Your heart is not open, so I must go The spell has been broken, I loved you so Freedom comes when you learn to let go Creation comes when you learn to say no
In fact, it’s in that last couplet that “The Power of Goodbye” seems to draw a parallel with Joan Didion’s oft-cited essay “Goodbye to All That,” which is also about New York.
Chantal Kreviazuk — “Leaving On a Jet Plane”
So, remember when I told you that my exit from New York wasn’t sloppy? I wasn’t being completely honest, because I have to admit that as the gate agent at LaGuardia scanned my boarding pass, I began tearing up. I mean nothing says, “No going back,” like a one-way ticket to another town. While many artists have interpreted this classic John Denver tune over the years, Chantal Kreviazuk’s resonates the most.
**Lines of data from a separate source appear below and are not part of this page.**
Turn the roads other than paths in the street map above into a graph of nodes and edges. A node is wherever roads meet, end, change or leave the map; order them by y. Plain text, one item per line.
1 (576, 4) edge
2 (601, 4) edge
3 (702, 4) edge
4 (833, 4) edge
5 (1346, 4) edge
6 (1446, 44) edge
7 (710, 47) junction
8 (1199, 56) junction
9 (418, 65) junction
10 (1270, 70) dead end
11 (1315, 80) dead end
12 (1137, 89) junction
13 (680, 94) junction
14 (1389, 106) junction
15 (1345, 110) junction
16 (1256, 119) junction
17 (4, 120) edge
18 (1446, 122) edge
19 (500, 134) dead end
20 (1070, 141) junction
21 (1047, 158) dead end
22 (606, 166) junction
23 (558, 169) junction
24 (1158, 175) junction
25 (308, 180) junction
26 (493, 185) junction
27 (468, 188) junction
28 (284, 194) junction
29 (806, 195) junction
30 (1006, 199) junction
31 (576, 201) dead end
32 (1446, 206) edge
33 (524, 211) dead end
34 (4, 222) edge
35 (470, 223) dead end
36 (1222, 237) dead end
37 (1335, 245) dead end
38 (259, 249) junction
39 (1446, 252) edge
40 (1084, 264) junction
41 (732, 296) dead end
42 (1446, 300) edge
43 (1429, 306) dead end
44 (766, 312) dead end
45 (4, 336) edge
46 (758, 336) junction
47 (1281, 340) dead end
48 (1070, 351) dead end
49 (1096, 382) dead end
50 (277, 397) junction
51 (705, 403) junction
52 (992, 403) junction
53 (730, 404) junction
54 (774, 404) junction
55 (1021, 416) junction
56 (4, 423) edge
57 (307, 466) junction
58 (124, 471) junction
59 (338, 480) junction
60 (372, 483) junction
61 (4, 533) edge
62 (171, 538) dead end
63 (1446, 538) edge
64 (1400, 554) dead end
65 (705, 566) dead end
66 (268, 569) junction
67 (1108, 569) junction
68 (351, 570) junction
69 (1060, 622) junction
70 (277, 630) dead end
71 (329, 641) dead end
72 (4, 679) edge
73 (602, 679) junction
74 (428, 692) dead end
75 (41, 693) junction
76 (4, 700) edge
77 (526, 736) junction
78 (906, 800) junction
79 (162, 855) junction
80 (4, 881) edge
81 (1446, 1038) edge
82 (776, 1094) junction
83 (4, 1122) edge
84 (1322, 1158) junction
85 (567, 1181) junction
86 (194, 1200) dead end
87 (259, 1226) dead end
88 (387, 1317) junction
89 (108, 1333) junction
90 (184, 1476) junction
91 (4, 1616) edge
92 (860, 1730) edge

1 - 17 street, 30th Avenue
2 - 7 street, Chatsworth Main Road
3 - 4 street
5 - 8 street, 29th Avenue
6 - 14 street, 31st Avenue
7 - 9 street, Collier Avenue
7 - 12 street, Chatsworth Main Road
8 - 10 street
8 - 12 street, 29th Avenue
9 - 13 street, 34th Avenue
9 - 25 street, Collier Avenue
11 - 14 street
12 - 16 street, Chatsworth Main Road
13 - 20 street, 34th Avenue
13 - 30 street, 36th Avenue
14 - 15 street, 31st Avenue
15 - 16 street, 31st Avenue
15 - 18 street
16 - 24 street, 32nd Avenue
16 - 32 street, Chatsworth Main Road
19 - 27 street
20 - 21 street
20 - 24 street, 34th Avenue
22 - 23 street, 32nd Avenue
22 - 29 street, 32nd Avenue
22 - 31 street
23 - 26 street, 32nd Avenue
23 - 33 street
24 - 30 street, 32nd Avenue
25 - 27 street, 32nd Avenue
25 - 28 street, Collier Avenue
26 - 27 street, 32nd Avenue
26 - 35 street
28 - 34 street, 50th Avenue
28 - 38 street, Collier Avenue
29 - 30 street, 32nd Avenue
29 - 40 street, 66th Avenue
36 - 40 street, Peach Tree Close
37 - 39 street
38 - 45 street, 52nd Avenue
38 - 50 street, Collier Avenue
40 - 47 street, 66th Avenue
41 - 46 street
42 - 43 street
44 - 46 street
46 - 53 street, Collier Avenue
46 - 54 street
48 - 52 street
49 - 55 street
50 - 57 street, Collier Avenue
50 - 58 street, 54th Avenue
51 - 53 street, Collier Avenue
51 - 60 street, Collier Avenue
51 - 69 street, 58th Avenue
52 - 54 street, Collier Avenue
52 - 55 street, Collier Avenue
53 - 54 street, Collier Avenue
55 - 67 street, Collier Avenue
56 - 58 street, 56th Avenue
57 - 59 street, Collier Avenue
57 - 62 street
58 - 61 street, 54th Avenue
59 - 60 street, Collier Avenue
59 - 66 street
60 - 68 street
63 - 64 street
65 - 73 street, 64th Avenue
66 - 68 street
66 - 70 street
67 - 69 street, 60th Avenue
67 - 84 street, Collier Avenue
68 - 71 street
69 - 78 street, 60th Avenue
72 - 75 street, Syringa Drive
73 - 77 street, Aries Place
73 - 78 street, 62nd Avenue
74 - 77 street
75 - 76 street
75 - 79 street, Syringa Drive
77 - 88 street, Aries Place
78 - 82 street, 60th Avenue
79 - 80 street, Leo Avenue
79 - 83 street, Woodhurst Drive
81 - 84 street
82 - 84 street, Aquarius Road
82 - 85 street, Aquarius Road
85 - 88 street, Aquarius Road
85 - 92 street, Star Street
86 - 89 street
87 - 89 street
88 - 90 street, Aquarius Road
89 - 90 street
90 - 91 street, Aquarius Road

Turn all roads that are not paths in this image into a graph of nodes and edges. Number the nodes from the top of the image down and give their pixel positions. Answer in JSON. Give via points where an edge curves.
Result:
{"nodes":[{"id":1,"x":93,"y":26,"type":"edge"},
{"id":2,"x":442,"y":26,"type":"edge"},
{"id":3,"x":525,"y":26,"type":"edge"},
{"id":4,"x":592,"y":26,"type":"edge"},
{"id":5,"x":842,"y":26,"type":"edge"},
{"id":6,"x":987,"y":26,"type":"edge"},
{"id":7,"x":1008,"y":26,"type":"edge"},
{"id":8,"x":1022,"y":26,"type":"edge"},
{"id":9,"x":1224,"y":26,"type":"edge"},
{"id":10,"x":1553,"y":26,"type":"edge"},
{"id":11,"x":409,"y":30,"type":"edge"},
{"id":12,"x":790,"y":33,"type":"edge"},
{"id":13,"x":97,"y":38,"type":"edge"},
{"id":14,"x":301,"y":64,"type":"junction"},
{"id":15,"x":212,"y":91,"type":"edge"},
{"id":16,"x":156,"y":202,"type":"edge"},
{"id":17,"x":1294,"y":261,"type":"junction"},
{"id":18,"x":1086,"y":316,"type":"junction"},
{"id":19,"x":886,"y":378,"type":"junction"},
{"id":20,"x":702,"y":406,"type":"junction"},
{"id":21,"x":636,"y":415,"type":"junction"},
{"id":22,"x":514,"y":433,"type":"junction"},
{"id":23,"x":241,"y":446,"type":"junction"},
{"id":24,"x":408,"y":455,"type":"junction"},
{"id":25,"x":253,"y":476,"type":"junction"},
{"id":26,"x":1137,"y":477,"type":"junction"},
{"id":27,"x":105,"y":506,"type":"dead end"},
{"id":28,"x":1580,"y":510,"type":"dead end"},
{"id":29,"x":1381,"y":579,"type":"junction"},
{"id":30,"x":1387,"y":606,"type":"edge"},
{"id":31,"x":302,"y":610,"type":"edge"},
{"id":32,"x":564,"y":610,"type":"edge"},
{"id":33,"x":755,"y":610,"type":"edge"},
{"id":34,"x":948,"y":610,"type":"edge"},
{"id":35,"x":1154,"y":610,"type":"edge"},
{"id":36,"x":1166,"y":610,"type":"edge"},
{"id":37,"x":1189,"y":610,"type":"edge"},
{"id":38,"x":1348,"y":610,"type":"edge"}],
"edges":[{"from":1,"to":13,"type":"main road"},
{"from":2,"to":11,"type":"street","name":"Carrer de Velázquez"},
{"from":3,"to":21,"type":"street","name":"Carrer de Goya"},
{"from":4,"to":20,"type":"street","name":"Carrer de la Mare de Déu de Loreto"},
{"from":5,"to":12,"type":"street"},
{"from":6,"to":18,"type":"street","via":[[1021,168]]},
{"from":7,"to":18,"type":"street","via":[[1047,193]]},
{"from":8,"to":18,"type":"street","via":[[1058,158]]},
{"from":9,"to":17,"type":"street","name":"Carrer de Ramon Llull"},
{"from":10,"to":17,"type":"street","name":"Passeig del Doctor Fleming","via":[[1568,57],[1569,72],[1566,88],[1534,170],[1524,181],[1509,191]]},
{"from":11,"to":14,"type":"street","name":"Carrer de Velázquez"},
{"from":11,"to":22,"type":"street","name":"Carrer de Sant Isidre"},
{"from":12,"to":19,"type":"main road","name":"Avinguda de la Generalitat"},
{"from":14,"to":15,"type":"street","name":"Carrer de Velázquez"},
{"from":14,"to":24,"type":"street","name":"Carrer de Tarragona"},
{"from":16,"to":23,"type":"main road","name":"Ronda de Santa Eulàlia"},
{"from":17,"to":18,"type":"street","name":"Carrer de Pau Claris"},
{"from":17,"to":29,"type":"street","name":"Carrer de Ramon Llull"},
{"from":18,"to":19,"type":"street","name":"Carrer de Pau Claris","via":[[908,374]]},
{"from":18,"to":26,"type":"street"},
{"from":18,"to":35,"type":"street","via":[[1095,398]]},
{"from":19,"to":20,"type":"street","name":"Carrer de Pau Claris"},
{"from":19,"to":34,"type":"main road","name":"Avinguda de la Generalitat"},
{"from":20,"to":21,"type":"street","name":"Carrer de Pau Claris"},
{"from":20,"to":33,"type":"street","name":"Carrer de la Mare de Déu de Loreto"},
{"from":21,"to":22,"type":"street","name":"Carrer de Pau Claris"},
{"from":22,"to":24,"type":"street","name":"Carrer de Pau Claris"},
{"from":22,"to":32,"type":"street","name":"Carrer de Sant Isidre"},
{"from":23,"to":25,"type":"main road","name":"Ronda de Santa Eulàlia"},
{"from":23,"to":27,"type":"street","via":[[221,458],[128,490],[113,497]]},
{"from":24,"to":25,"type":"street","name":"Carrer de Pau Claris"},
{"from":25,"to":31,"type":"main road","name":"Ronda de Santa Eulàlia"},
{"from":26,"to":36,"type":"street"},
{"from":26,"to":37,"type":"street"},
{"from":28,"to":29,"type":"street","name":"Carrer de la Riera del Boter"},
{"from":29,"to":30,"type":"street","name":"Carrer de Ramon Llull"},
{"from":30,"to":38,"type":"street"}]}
Sugarland and Beyoncé — “Irreplaceable”
But, how about this: It’s not that I, or anybody else, have to be despondent about leaving New York City. The city itself should mourn the conditions that cause such a high turnover of residents. With 7-11s, Chase bank branches, fast-food establishments, and chain pharmacies popping up on every street corner, the city itself is beginning to resemble the other American cities that it fought so hard to distinguish itself from in decades past. Suddenly, the soaring cost of living and other increasingly hostile terms on which most New Yorkers have to make a home for themselves no longer seem justifiable; many of us are learning that New York is no longer irreplaceable.